What the task requires:
The reply should consist of one number, the count of lines below in which the word "CARRETERA" appears.

Excerpted records:

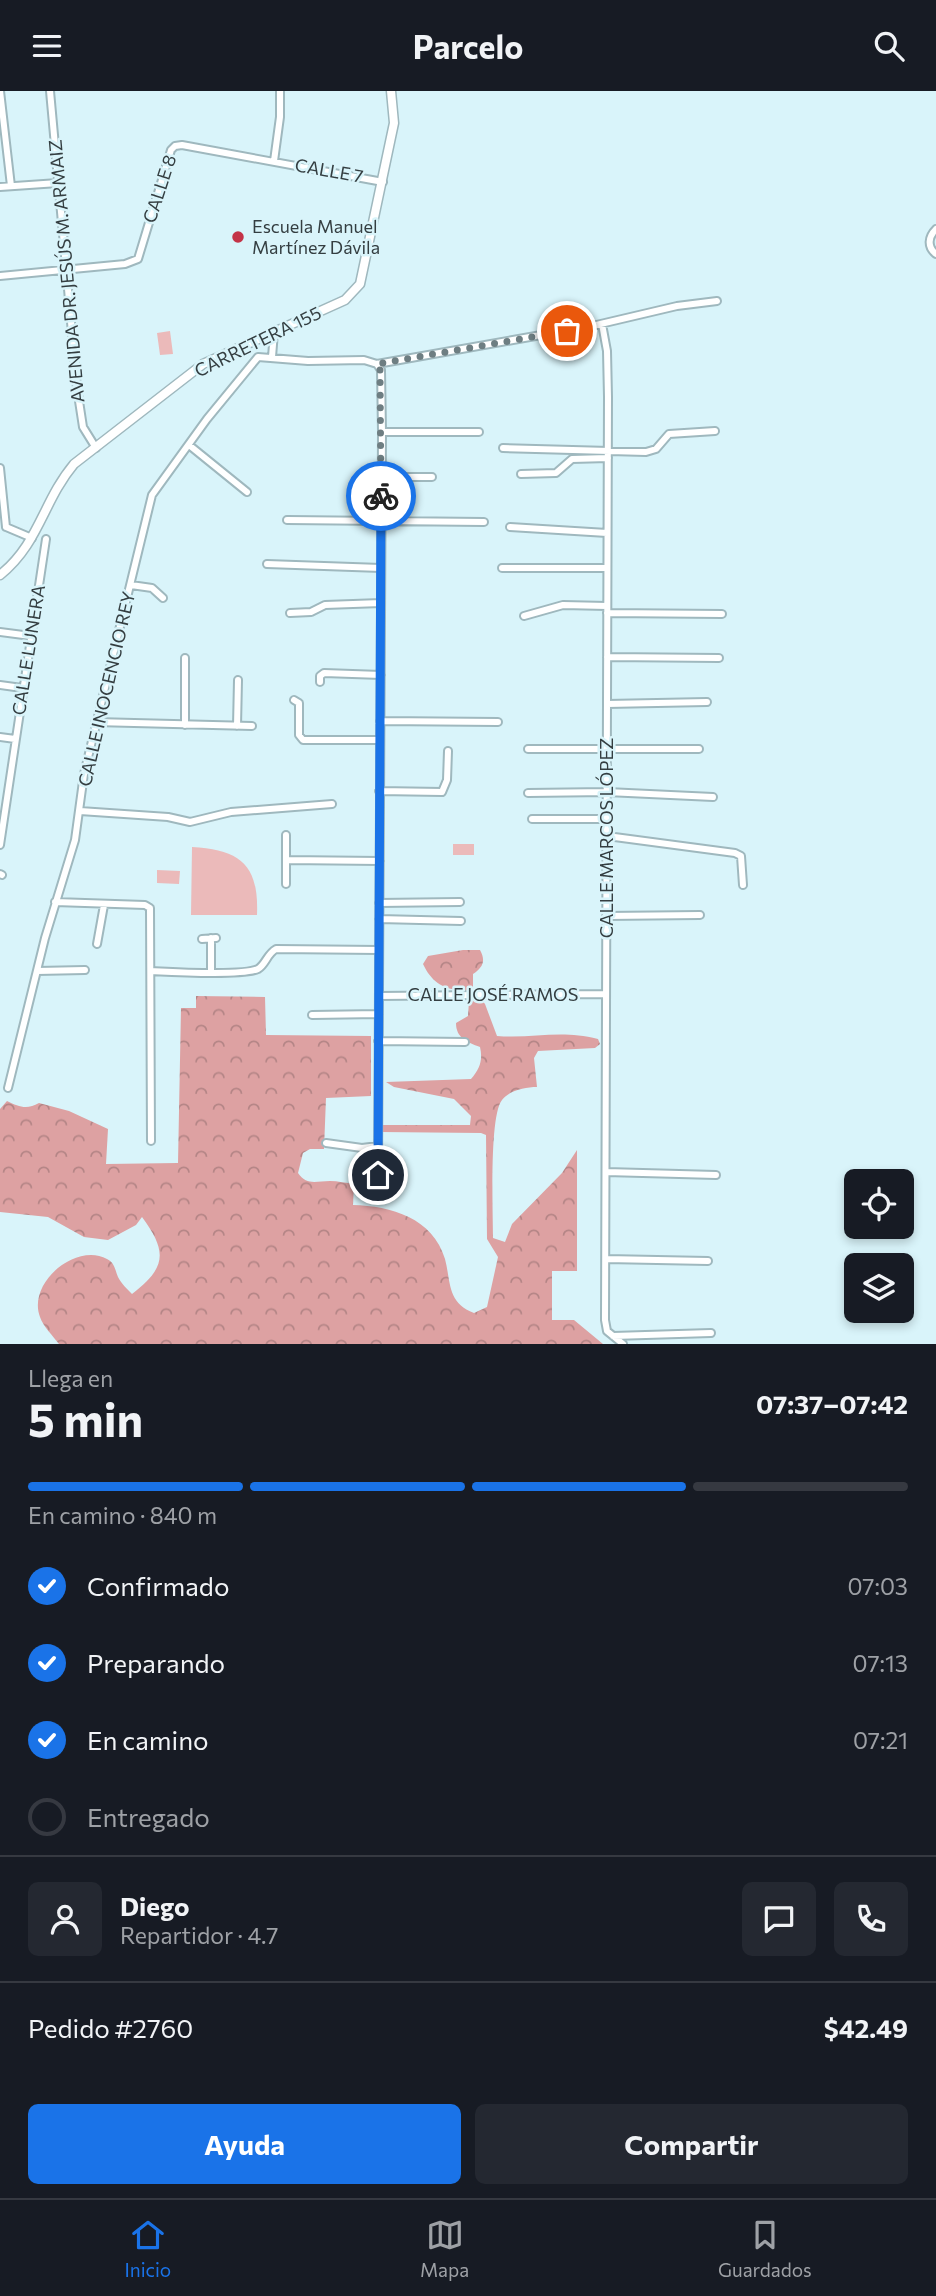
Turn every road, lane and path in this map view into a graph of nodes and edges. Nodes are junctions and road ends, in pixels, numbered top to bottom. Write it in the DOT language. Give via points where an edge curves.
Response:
graph roads {
  1 [pos="0,91"];
  2 [pos="50,91"];
  3 [pos="280,91"];
  4 [pos="391,91"];
  5 [pos="274,162"];
  6 [pos="383,181"];
  7 [pos="58,183"];
  8 [pos="11,186"];
  9 [pos="0,187"];
  10 [pos="935,230"];
  11 [pos="936,254"];
  12 [pos="66,270"];
  13 [pos="0,276"];
  14 [pos="717,301"];
  15 [pos="602,324"];
  16 [pos="274,332"];
  17 [pos="272,357"];
  18 [pos="377,364"];
  19 [pos="715,431"];
  20 [pos="382,432"];
  21 [pos="479,432"];
  22 [pos="189,445"];
  23 [pos="96,448"];
  24 [pos="503,449"];
  25 [pos="608,454"];
  26 [pos="0,468"];
  27 [pos="521,474"];
  28 [pos="381,477"];
  29 [pos="432,477"];
  30 [pos="247,492"];
  31 [pos="287,520"];
  32 [pos="381,521"];
  33 [pos="484,522"];
  34 [pos="510,527"];
  35 [pos="3,529"];
  36 [pos="607,533"];
  37 [pos="32,538"];
  38 [pos="46,539"];
  39 [pos="267,564"];
  40 [pos="381,568"];
  41 [pos="502,568"];
  42 [pos="607,568"];
  43 [pos="0,575"];
  44 [pos="131,585"];
  45 [pos="163,599"];
  46 [pos="381,603"];
  47 [pos="607,610"];
  48 [pos="290,613"];
  49 [pos="722,614"];
  50 [pos="524,616"];
  51 [pos="0,632"];
  52 [pos="31,636"];
  53 [pos="607,657"];
  54 [pos="185,658"];
  55 [pos="719,658"];
  56 [pos="380,674"];
  57 [pos="238,680"];
  58 [pos="320,682"];
  59 [pos="0,685"];
  60 [pos="22,688"];
  61 [pos="294,700"];
  62 [pos="707,702"];
  63 [pos="607,703"];
  64 [pos="380,721"];
  65 [pos="95,722"];
  66 [pos="498,722"];
  67 [pos="184,725"];
  68 [pos="237,726"];
  69 [pos="251,726"];
  70 [pos="0,737"];
  71 [pos="15,739"];
  72 [pos="380,740"];
  73 [pos="528,748"];
  74 [pos="607,749"];
  75 [pos="699,749"];
  76 [pos="448,751"];
  77 [pos="0,787"];
  78 [pos="8,788"];
  79 [pos="380,791"];
  80 [pos="607,792"];
  81 [pos="528,793"];
  82 [pos="713,797"];
  83 [pos="332,804"];
  84 [pos="80,811"];
  85 [pos="532,819"];
  86 [pos="607,819"];
  87 [pos="286,835"];
  88 [pos="607,836"];
  89 [pos="0,845"];
  90 [pos="286,860"];
  91 [pos="380,861"];
  92 [pos="286,884"];
  93 [pos="743,885"];
  94 [pos="55,902"];
  95 [pos="460,902"];
  96 [pos="379,903"];
  97 [pos="104,905"];
  98 [pos="700,915"];
  99 [pos="606,916"];
  100 [pos="379,919"];
  101 [pos="461,921"];
  102 [pos="202,939"];
  103 [pos="97,944"];
  104 [pos="379,950"];
  105 [pos="85,970"];
  106 [pos="37,971"];
  107 [pos="152,971"];
  108 [pos="211,973"];
  109 [pos="606,994"];
  110 [pos="379,996"];
  111 [pos="379,1014"];
  112 [pos="312,1015"];
  113 [pos="378,1041"];
  114 [pos="465,1042"];
  115 [pos="8,1088"];
  116 [pos="151,1141"];
  117 [pos="326,1143"];
  118 [pos="378,1146"];
  119 [pos="606,1172"];
  120 [pos="378,1175"];
  121 [pos="716,1175"];
  122 [pos="606,1259"];
  123 [pos="709,1261"];
  124 [pos="711,1333"];
  125 [pos="612,1336"];
  126 [pos="623,1344"];
  1 -- 8 [label="street"];
  2 -- 7 [label="street, AVENIDA DR. JESÚS M. ARMAIZ"];
  3 -- 5 [label="street"];
  4 -- 6 [label="street, CARRETERA 155" via="394,123"];
  5 -- 6 [label="street, CALLE 7"];
  5 -- 12 [label="street, CALLE 8" via="175,146 138,260"];
  6 -- 16 [label="street, CARRETERA 155" via="360,284 345,300"];
  7 -- 8 [label="street"];
  7 -- 12 [label="street, AVENIDA DR. JESÚS M. ARMAIZ"];
  8 -- 9 [label="street"];
  10 -- 11 [label="street" via="929,242"];
  12 -- 13 [label="street"];
  12 -- 23 [label="street, AVENIDA DR. JESÚS M. ARMAIZ" via="83,427"];
  14 -- 15 [label="street"];
  15 -- 18 [label="street"];
  15 -- 25 [label="street, CALLE MARCOS LÓPEZ" via="607,351"];
  16 -- 17 [label="street"];
  16 -- 23 [label="street, CARRETERA 155" via="203,364"];
  17 -- 18 [label="street"];
  17 -- 22 [label="street, CALLE INOCENCIO REY" via="258,357"];
  18 -- 20 [label="street"];
  19 -- 25 [label="street" via="669,433 656,449"];
  20 -- 21 [label="street"];
  20 -- 28 [label="street"];
  22 -- 30 [label="street"];
  22 -- 44 [label="street, CALLE INOCENCIO REY" via="152,495"];
  23 -- 37 [label="street, CARRETERA 155" via="65,475"];
  24 -- 25 [label="street"];
  25 -- 27 [label="street" via="572,459 556,473"];
  25 -- 36 [label="street, CALLE MARCOS LÓPEZ"];
  26 -- 35 [label="street"];
  28 -- 29 [label="street"];
  28 -- 32 [label="street"];
  31 -- 32 [label="street"];
  32 -- 33 [label="street"];
  32 -- 40 [label="street"];
  34 -- 36 [label="street"];
  35 -- 37 [label="street"];
  36 -- 42 [label="street, CALLE MARCOS LÓPEZ"];
  37 -- 43 [label="street, CARRETERA 155"];
  38 -- 52 [label="street, CALLE LUNERA"];
  39 -- 40 [label="street"];
  40 -- 46 [label="street"];
  41 -- 42 [label="street"];
  42 -- 47 [label="street, CALLE MARCOS LÓPEZ"];
  44 -- 45 [label="street" via="152,588"];
  44 -- 65 [label="street, CALLE INOCENCIO REY"];
  46 -- 48 [label="street" via="325,605 311,612"];
  46 -- 56 [label="street"];
  47 -- 49 [label="street"];
  47 -- 50 [label="street" via="563,605"];
  47 -- 53 [label="street, CALLE MARCOS LÓPEZ"];
  51 -- 52 [label="street"];
  52 -- 60 [label="street, CALLE LUNERA"];
  53 -- 55 [label="street"];
  53 -- 63 [label="street, CALLE MARCOS LÓPEZ"];
  54 -- 67 [label="street"];
  56 -- 58 [label="street" via="324,673"];
  56 -- 64 [label="street"];
  57 -- 68 [label="street"];
  59 -- 60 [label="street"];
  60 -- 71 [label="street, CALLE LUNERA"];
  61 -- 72 [label="street" via="299,703 303,740"];
  62 -- 63 [label="street"];
  63 -- 74 [label="street, CALLE MARCOS LÓPEZ"];
  64 -- 66 [label="street"];
  64 -- 72 [label="street"];
  65 -- 67 [label="street"];
  65 -- 84 [label="street, CALLE INOCENCIO REY"];
  67 -- 68 [label="street"];
  68 -- 69 [label="street"];
  70 -- 71 [label="street"];
  71 -- 78 [label="street, CALLE LUNERA"];
  72 -- 79 [label="street"];
  73 -- 74 [label="street"];
  74 -- 75 [label="street"];
  74 -- 80 [label="street, CALLE MARCOS LÓPEZ"];
  76 -- 79 [label="street" via="442,792"];
  77 -- 78 [label="street"];
  78 -- 89 [label="street, CALLE LUNERA"];
  79 -- 91 [label="street"];
  80 -- 81 [label="street"];
  80 -- 82 [label="street"];
  80 -- 86 [label="street, CALLE MARCOS LÓPEZ"];
  83 -- 84 [label="street" via="232,812 190,822"];
  84 -- 94 [label="street, CALLE INOCENCIO REY"];
  85 -- 86 [label="street"];
  86 -- 88 [label="street, CALLE MARCOS LÓPEZ"];
  87 -- 90 [label="street"];
  88 -- 93 [label="street" via="735,853 741,856"];
  88 -- 99 [label="street, CALLE MARCOS LÓPEZ"];
  90 -- 91 [label="street"];
  90 -- 92 [label="street"];
  91 -- 96 [label="street"];
  94 -- 97 [label="street"];
  94 -- 106 [label="street, CALLE INOCENCIO REY"];
  95 -- 96 [label="street"];
  96 -- 100 [label="street"];
  97 -- 103 [label="street"];
  97 -- 107 [label="street" via="150,908"];
  98 -- 99 [label="street"];
  99 -- 109 [label="street, CALLE MARCOS LÓPEZ"];
  100 -- 101 [label="street"];
  100 -- 104 [label="street"];
  102 -- 108 [label="street" via="214,938"];
  104 -- 108 [label="street" via="276,949 256,970"];
  104 -- 110 [label="street"];
  105 -- 106 [label="street"];
  106 -- 115 [label="street, CALLE INOCENCIO REY"];
  107 -- 108 [label="street"];
  107 -- 116 [label="street"];
  109 -- 110 [label="street, CALLE JOSÉ RAMOS"];
  109 -- 119 [label="street, CALLE MARCOS LÓPEZ"];
  110 -- 111 [label="street"];
  111 -- 112 [label="street"];
  111 -- 113 [label="street"];
  113 -- 114 [label="street"];
  113 -- 118 [label="street"];
  117 -- 118 [label="street" via="362,1149"];
  118 -- 120 [label="street"];
  119 -- 121 [label="street"];
  119 -- 122 [label="street, CALLE MARCOS LÓPEZ"];
  122 -- 123 [label="street"];
  122 -- 125 [label="street, CALLE MARCOS LÓPEZ" via="606,1320"];
  124 -- 125 [label="street"];
  125 -- 126 [label="street"];
}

Exercise solution:
5